No Ceará, em algumas prefeituras se constatam verdadeiras perseguições da população por parte dos prefeitos, que utilizam os recursos da prefeitura como se fossem dádivas suas para a população, e eles estivessem fazendo um favor às pessoas que a prefeitura contrata e presta serviço. Fatos como alguém perder o emprego na prefeitura por ter ido ao aniversário de uma pessoa adversária do prefeito, ou ter freqüentado a casa do adversário ocorre em prefeitura do interior cearense.Ou perder a concessão de um bar no pólo turístico da cidade, por ter apoiado uma candidatura para diretora de escola, que não era a candidata do prefeito.Os casos são inumeráveis. E isso cria um sistema de coerção da comunidade, de medo e de privação de liberdade. O estilo tirânico e persecutório dessas administrações leva à divisão das comunidades, das pessoas e dos costumes e estraga o tecido social. Não estão interessados realmente no desenvolvimento econômico do município e em políticas que gerem empregos e tornem a população independente. A grande preocupação dessas prefeituras é o recolhimento de impostos e o repasse das verbas do Governo Federal,  para deixar a população mais subjugada aos prefeitos e eles terem o controle político. Assim a alternância política é difícil, e a democracia também.

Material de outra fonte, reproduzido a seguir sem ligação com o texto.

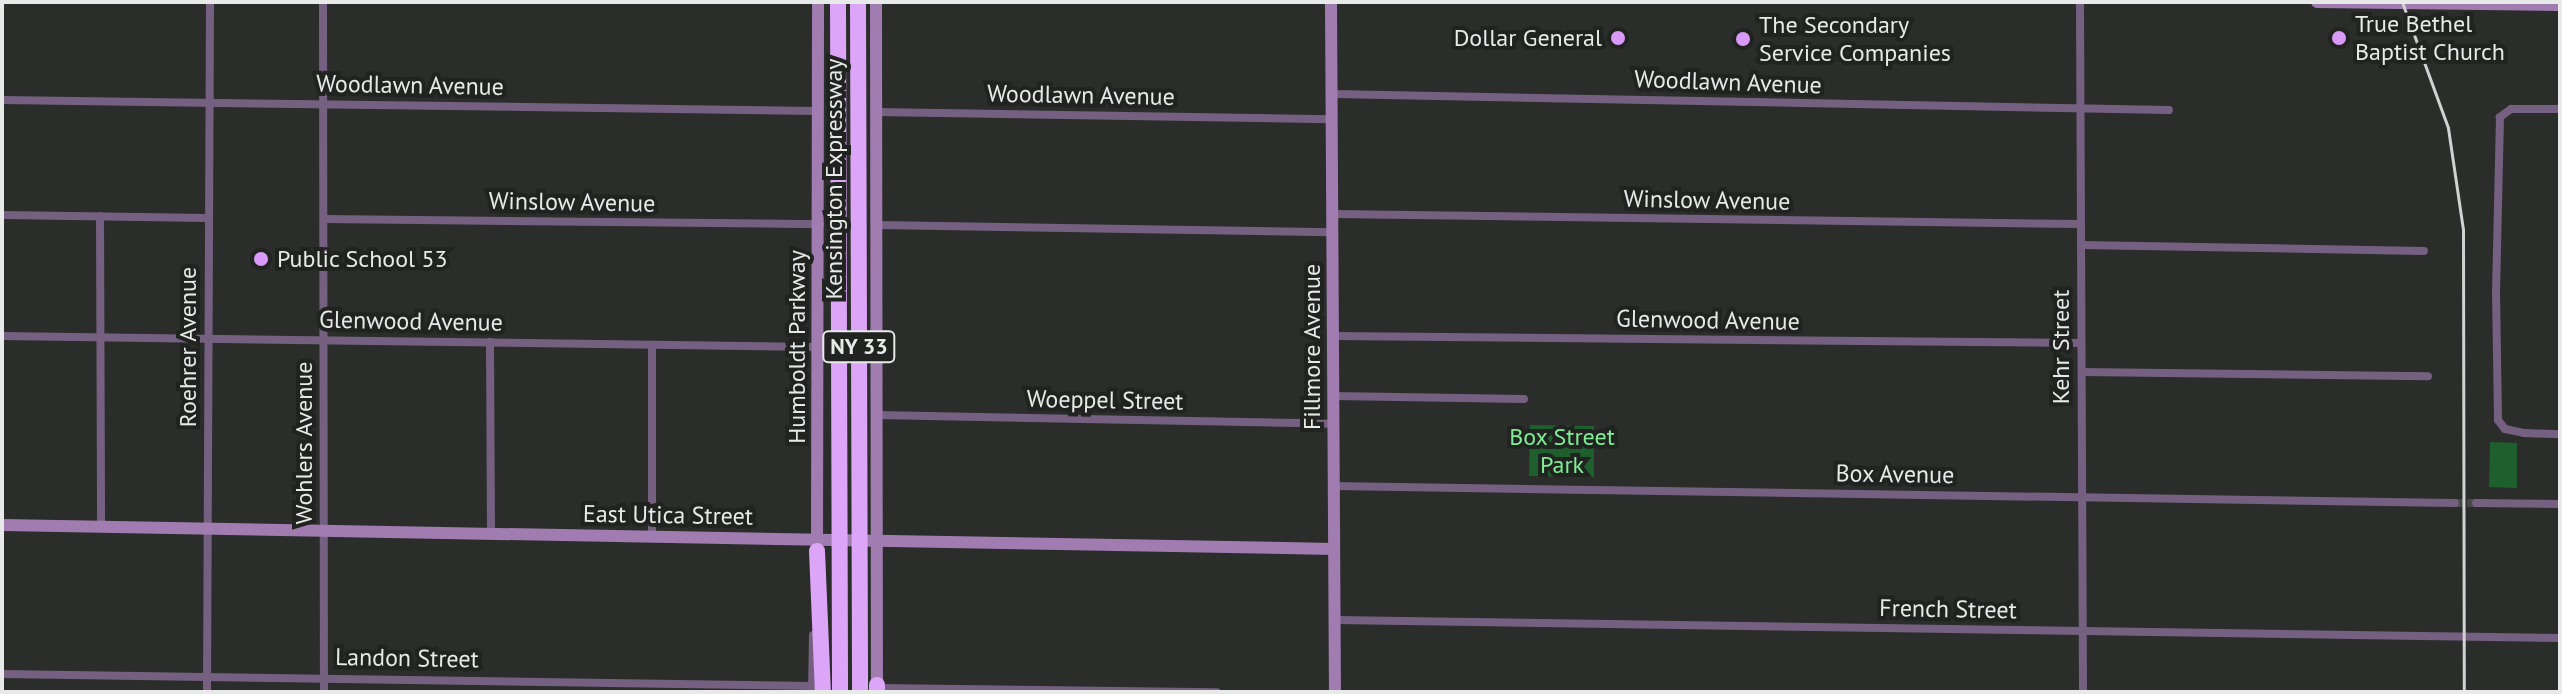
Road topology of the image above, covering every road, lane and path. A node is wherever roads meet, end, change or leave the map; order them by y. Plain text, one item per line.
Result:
1 (210, 2) edge
2 (323, 2) edge
3 (818, 2) edge
4 (838, 2) edge
5 (858, 2) edge
6 (876, 2) edge
7 (1331, 2) edge
8 (2080, 2) edge
9 (2317, 2) edge
10 (2453, 3) edge
11 (2560, 5) edge
12 (1333, 94) junction
13 (2, 100) edge
14 (209, 102) junction
15 (324, 104) junction
16 (2080, 109) junction
17 (2560, 109) edge
18 (2169, 110) dead end
19 (818, 111) junction
20 (876, 112) junction
21 (1333, 119) junction
22 (1333, 214) junction
23 (2, 215) edge
24 (100, 216) junction
25 (208, 218) junction
26 (324, 219) junction
27 (820, 224) junction
28 (2081, 224) junction
29 (877, 225) junction
30 (1333, 232) junction
31 (2081, 245) junction
32 (2424, 251) dead end
33 (2, 336) edge
34 (1333, 336) junction
35 (101, 337) junction
36 (208, 339) junction
37 (324, 339) junction
38 (490, 342) junction
39 (2081, 343) junction
40 (652, 345) junction
41 (820, 347) junction
42 (2082, 372) junction
43 (2428, 376) dead end
44 (1333, 396) junction
45 (1524, 399) dead end
46 (877, 415) junction
47 (1334, 424) junction
48 (2560, 434) edge
49 (1334, 486) junction
50 (2082, 497) junction
51 (2455, 503) tunnel mouth
52 (2476, 503) tunnel mouth
53 (2560, 504) edge
54 (2, 525) edge
55 (101, 526) junction
56 (207, 528) junction
57 (324, 529) junction
58 (491, 533) junction
59 (652, 537) junction
60 (874, 539) junction
61 (820, 543) junction
62 (1334, 549) junction
63 (1335, 620) junction
64 (2083, 630) junction
65 (2560, 638) edge
66 (2, 674) edge
67 (207, 677) junction
68 (324, 677) junction
69 (816, 690) edge
70 (878, 690) edge
71 (207, 692) edge
72 (324, 692) edge
73 (840, 692) edge
74 (860, 692) edge
75 (1217, 692) edge
76 (1335, 692) edge
77 (2083, 692) edge

1 - 14 street, Roehrer Avenue
2 - 15 street, Wohlers Avenue
3 - 19 street, Humboldt Parkway
4 - 73 highway, Kensington Expressway / NY 33
5 - 74 highway, Kensington Expressway / NY 33
6 - 20 street
7 - 12 street, Fillmore Avenue
8 - 16 street, Kehr Street
9 - 10 street
10 - 11 street
12 - 16 street, Woodlawn Avenue
12 - 21 street, Fillmore Avenue
13 - 14 street, Woodlawn Avenue
14 - 15 street, Woodlawn Avenue
14 - 25 street, Roehrer Avenue
15 - 19 street, Woodlawn Avenue
15 - 26 street, Wohlers Avenue
16 - 18 street, Woodlawn Avenue
16 - 28 street, Kehr Street
17 - 48 street
19 - 27 street, Humboldt Parkway
20 - 21 street, Woodlawn Avenue
20 - 29 street
21 - 22 street, Fillmore Avenue
22 - 28 street, Winslow Avenue
22 - 30 street, Fillmore Avenue
23 - 24 street
24 - 25 street
24 - 35 street
25 - 36 street, Roehrer Avenue
26 - 27 street, Winslow Avenue
26 - 37 street, Wohlers Avenue
27 - 41 street, Humboldt Parkway
28 - 31 street, Kehr Street
29 - 30 street
29 - 46 street
30 - 34 street, Fillmore Avenue
31 - 32 street
31 - 39 street, Kehr Street
33 - 35 street, Glenwood Avenue
34 - 39 street, Glenwood Avenue
34 - 44 street, Fillmore Avenue
35 - 36 street, Glenwood Avenue
35 - 55 street
36 - 37 street, Glenwood Avenue
36 - 56 street, Roehrer Avenue
37 - 38 street, Glenwood Avenue
37 - 57 street, Wohlers Avenue
38 - 40 street, Glenwood Avenue
38 - 58 street
39 - 42 street, Kehr Street
40 - 41 street, Glenwood Avenue
40 - 59 street
41 - 61 street, Humboldt Parkway
42 - 43 street
42 - 50 street, Kehr Street
44 - 45 street
44 - 47 street, Fillmore Avenue
46 - 47 street, Woeppel Street
46 - 60 street
47 - 49 street, Fillmore Avenue
49 - 50 street, Box Avenue
49 - 62 street, Fillmore Avenue
50 - 51 street, Box Avenue
50 - 64 street, Kehr Street
52 - 53 street
54 - 55 street, East Utica Street
55 - 56 street, East Utica Street
56 - 57 street, East Utica Street
56 - 67 street, Roehrer Avenue
57 - 58 street, East Utica Street
57 - 68 street, Wohlers Avenue
58 - 59 street, East Utica Street
59 - 61 street, East Utica Street
60 - 61 street, East Utica Street
60 - 62 street, East Utica Street
60 - 70 street
61 - 69 highway
62 - 63 street, Fillmore Avenue
63 - 64 street, French Street
63 - 76 street, Fillmore Avenue
64 - 65 street, French Street
64 - 77 street, Kehr Street
66 - 67 street, Landon Street
67 - 68 street, Landon Street
67 - 71 street, Roehrer Avenue
68 - 69 street, Landon Street
68 - 72 street, Wohlers Avenue
70 - 75 street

Na época de eleições ocorre a derrama de dinheiro e favores políticos, ainda que negados veementemente. Esses votos conseguidos e apoiados por toda uma rede, garantem a sobrevivência da mesma em instituições do Estado, nas Assembléias Legislativas, Governos Estaduais, e tantos outros mais.

A questão ética é muito séria, pois a escolha do secretariado desse tipo de prefeitura não privilegia critérios de capacidade para o cargo e nem de ética, mas o esquema é o mesmo e clientelista, e em geral prefere-se contratar aquelas  pessoas capazes de atuar dentro desse mesmo sistema, ou que não tenham escrúpulos para desviar recursos e fazerem outras mamatas sem deixar rastros. Existem secretariados especialistas em desviar recursos e ter as contas das secretarias e prefeitura bem arrumadas.Dentro desses critérios encontramos pessoas que são Secretárias de Cultura e que já foram condenadas por estelionato e que praticaram desvios de verbas, causando prejuízos à população de forma pública e notória.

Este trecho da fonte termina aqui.